Can the US stop the scientific brain drain to China?
While disputes over trade deficits and tariffs have dominated headlines in recent weeks, another battle is brewing below the surface: the fight for top-tier scientists. The great strength of American science lies in our ability to attract the best and brightest from around the world. In turn, the scientific ecosystem in the United States fosters fundamental breakthroughs that lead to new technologies, new companies, and new jobs. Nowhere is this more evident than in Greater Boston. But there is competition on the horizon, and from the lab bench it is easy to see who is poised to take our place. China is making smart and significant policy moves to bolster its scientific ranks – changes that are likely to improve the image and increase the impact of Chinese science.
The most obvious indication of China’s commitment to science is the vast amount of money it has devoted to research and development in recent years. Although the United States still spends the most on R&D, China is on pace to overtake the United States soon, perhaps by the end of the year, according to the US National Science Board. But to become the scientific superpower of the future, China will need more than just money. It will need the very best scientists. And, increasingly, my colleagues are fleeing to China.
Take the Thousand Talents program. Started in 2008, the program aims to lure back Chinese scientists who have trained abroad. In recent years, a particular emphasis has been placed on early-career scientists, and nearly 3,000 “young talents” have been supported. As more promising young Chinese scientists elect to start their laboratories back home — instead of in the United States — the next generation of insights and innovations will increasingly emerge from China.

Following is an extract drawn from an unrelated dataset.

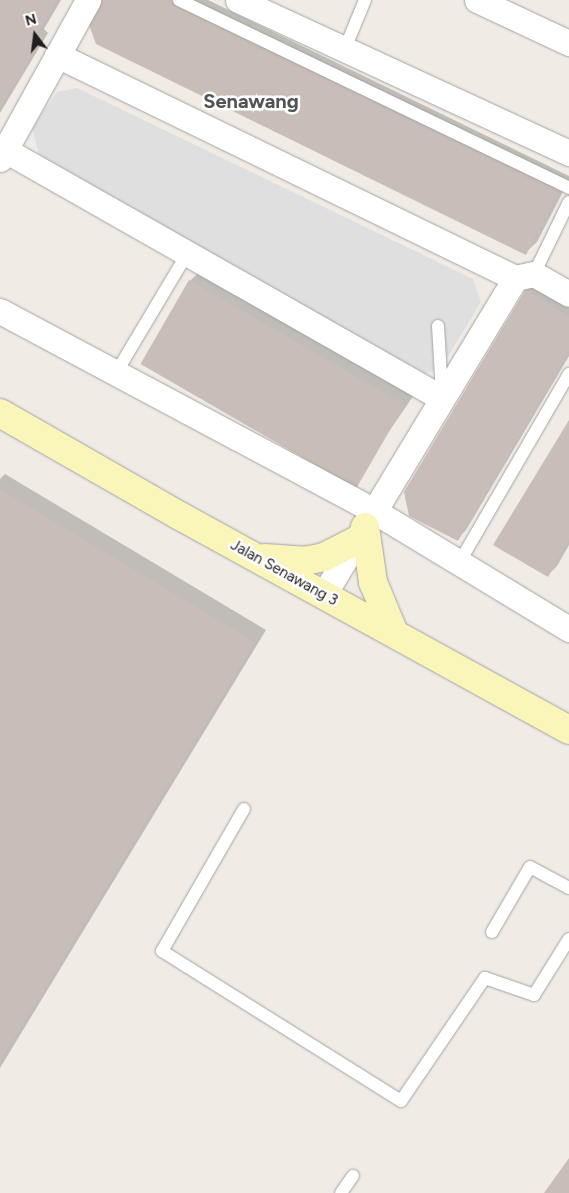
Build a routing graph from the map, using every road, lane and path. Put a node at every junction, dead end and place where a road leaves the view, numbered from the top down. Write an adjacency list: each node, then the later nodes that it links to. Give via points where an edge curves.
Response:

Perhaps most important, China is also working to become a more attractive place for non-Chinese scientists to immigrate. These efforts range from minor (making the Thousand Talents application available in English) to the major (overhauling the immigration and visa system). Some programs in development aim to mimic successful private funding strategies in the United States, such as the Howard Hughes Medical Institute, which makes investments in leading scientists rather than their individual projects. And, for the first time, foreign scientists can now serve as principal investigators on research grants in China. While these policies exist in various stages of implementation, the effect of this cultural shift is already palpable in the scientific community.
One difficulty that China confronts is that of scientific legitimacy. Case in point: The Nobel Prize in Physiology and Medicine has been awarded to 97 scientists in the United States and only one in China, in 2015. Chinese science still bears the thread of a reputation that is associated with low-quality, high-quantity publications that run in predatory, semi-illegitimate journals. But here, too, China is taking real steps to correct this problem. In June, an editorial in Nature praised recently announced reforms in China to combat scientific fraud and misconduct as a policy that “might offer the greatest disincentive to cheating in research that the world has seen so far.”
The United States is still the preeminent location for scientific research, but this is not a given, and we should not take it for granted. The new policies being implemented by China, and especially their ambition to attract outside talent, could quickly drain the lifeblood of our scientific institutions. Without a determined effort to attract, support, and retain leading researchers, we cannot expect to drive the breakthroughs, technologies, and medicines of the future. Massachusetts has admirably made a strong commitment to biotechnology through the Life Sciences Initiative. But will this be enough to sustain the scientific ecosystem of the entire country?
This battle for scientists will have long-term implications. In the current trade dispute with China a major issue concerns the unfair practice of forced transfer of intellectual property. But the focus on this issue, however justified, ignores a larger point: Protecting our IP will be irrelevant if China poaches the talent behind our innovations.
Recently, I was having lunch with a prominent US-based cancer scientist. We were in Kendall Square, the epicenter of the biotech universe. But we spent most of the lunch talking about China. He was in the process of securing a green card, looking for a second academic appointment in the country, and working on starting a company in Beijing. “Everything is happening there,” he said. “You have to go!”
Arthur W. Lambert is a postdoctoral fellow at the Whitehead Institute for Biomedical Research.